OK, I finally got the $600 Yammie at GC to exhibit some note droppng. It was just a gliss up from middle C with flute and strings layered together. After exactly 16 notes a bunch of the lower ones dropped out. When I started with a low E flat and D flat -- held with pedal -- neither of those two dropped out. So it gives precedence to notes separated from others by time and/or pitch and/or harmonics. Not sure which. Didn't think I could stand there forever playing glisses, thinking up tests.
When I switched to piano/strings -- which is what I tried the other day -- polyphony became 32 notes. Which I spose is cause they have a piano/string "voice" in ROM. So it switched to that without informing yours truly. VERY hard to hear anything drop out with piano/strings.

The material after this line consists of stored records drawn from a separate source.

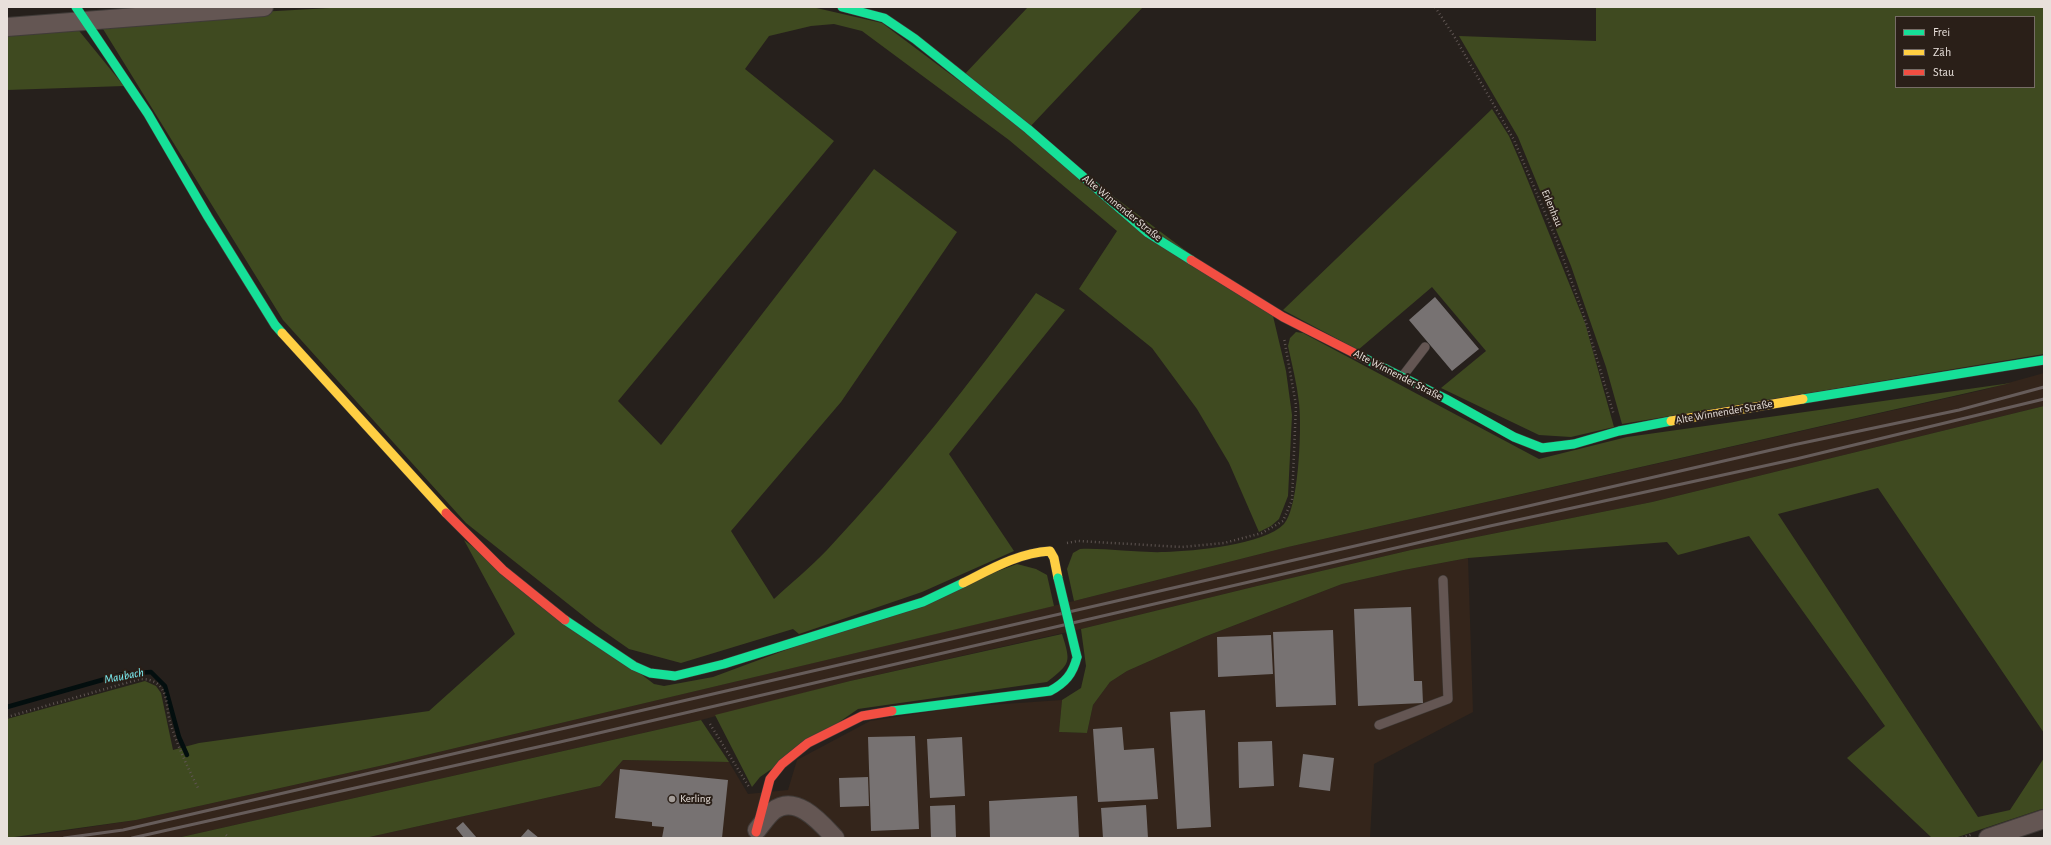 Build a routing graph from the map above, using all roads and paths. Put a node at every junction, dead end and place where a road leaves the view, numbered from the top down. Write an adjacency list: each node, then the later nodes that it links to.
1 (264, 7): 4 (street)
2 (842, 7): 6 (street, Alte Winnender Straße)
3 (1435, 7): 10 (path, Erlenhau)
4 (80, 14): 5 (street); 11 (street)
5 (7, 27)
6 (1284, 317): 9 (street, Alte Winnender Straße); 11 (path)
7 (1425, 346): 9 (lane)
8 (2044, 360): 10 (street, Alte Winnender Straße)
9 (1401, 378): 10 (street, Alte Winnender Straße)
10 (1619, 431)
11 (1050, 551): 17 (street, bridge)
12 (1443, 580): 15 (lane)
13 (7, 717): 16 (path)
14 (710, 724): 17 (path)
15 (1379, 725)
16 (198, 788)
17 (762, 808): 20 (street)
18 (2044, 819): 23 (street)
19 (226, 835): 21 (path)
20 (755, 835): 22 (street)
21 (229, 838)
22 (835, 838)
23 (1988, 838)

I also learned that Kurzweils generally have four oscillators per voice, and when they say "32 note polyphony" they really mean 192 oscillators max. Kurzweil should make it very clear in all their specs that their polyphony means 2 to 4 times as many voices as a Yammie or Privia. (Roland? Korg?) How many people cept me are crazy enough to dig this out before making a purchase?
So the difference between the home market and the pro/stage market appears to be about 32 notes of polyphony. Plus you get an extra glob of sounds/features for a buck in the home market because they sell so many more home machines, and software and memory are cheap vs. oscillators.
Thanks for your patience. It's all coming together now. I think.